Methods: 11 eyes of 11 patients with bilateral corneal blindness considered as potentially having high risk of failure of penetrating corneal keratoplasty were implanted with biocolonisable Kpro keratoprosthesis (BIOKOP I, FCI, Rantigny, France) in the period between January 1996 and May 1998. Only one eye was implanted in all patients and followed up for a period of 60 months. The visual outcome, anatomical and functional stability, complications, and the general performance of the keratoprosthesis were evaluated.
Results: The keratoprosthesis (BIOKOP I) only 36.3% remained in position to date. In the patients’ last visit five eyes (45.4%) were blind and one (9.0%) showed a slight improvement in the best corrected visual acuity (BCVA) in comparison to preoperative tests. Six eyes (54.5%) showed improved BCVA before having postoperative complications. Four eyes underwent replacement of a BIOKOP I Kpro with a BIOKOP II as a result of extrusion.
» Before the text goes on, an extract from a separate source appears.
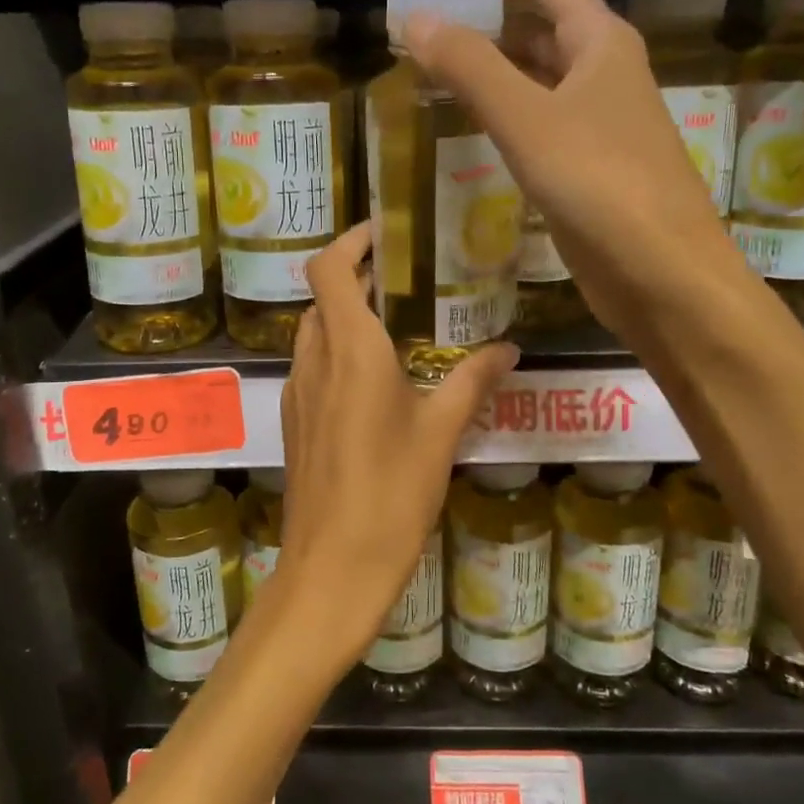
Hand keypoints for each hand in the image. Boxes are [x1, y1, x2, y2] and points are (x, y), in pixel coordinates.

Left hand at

The keratoprostheses remained anatomically in situ for a mean of 25.5 months and their functional performance period was limited to a mean of 22 months.
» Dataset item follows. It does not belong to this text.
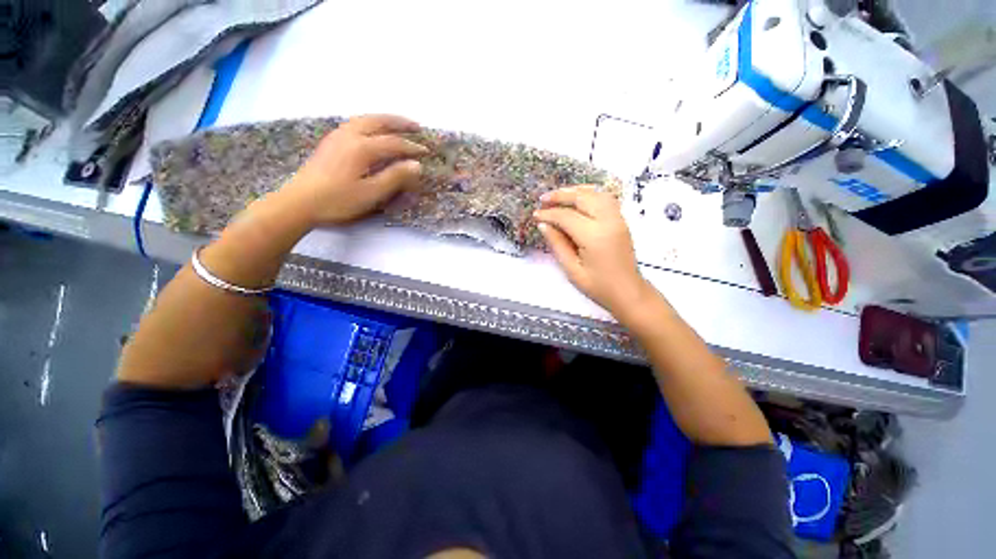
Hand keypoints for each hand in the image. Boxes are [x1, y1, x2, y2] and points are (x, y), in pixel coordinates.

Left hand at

Conclusion: Corneal keratoprosthesis (BIOKOP I, II) does not provide a stable anatomical relation with the surrounding ocular structures. Its ability to restore vision is limited to a short postoperative period in eyes implanted with severe ocular surface disease.
Abbreviations: BCVA, best corrected visual acuity; BIOKOP, biocolonisable microporous fluorocarbon haptic; CF, count fingers; CP, colour perception; ECCE, extracapsular cataract extraction; Kpro, keratoprosthesis; LP, light perception; LPP, light projection; PKP, penetrating keratoplasty
Keywords: corneal graft failure; penetrating keratoplasty; keratoprosthesis
Major causes of blindness in developing countries include infectious corneal diseases such trachoma and xerophthalmia, whereas in industrialised countries it is mainly caused by herpetic disease, acid or alkaline burns, rheumatoid arthritis, pemphigoid, and Stevens- Johnson syndrome.1 Many patients who have visual impairment as a result of corneal opacity can be successfully treated by corneal transplant. A number of these patients are considered as having a high risk of failure of corneal graft procedures because of potential risk of rejection or severe ocular surface disorders despite the advances in immunosuppression on ocular reconstruction.2–4 Moreover, in certain countries, donor corneas are unavailable, as a result of custom or religious practice.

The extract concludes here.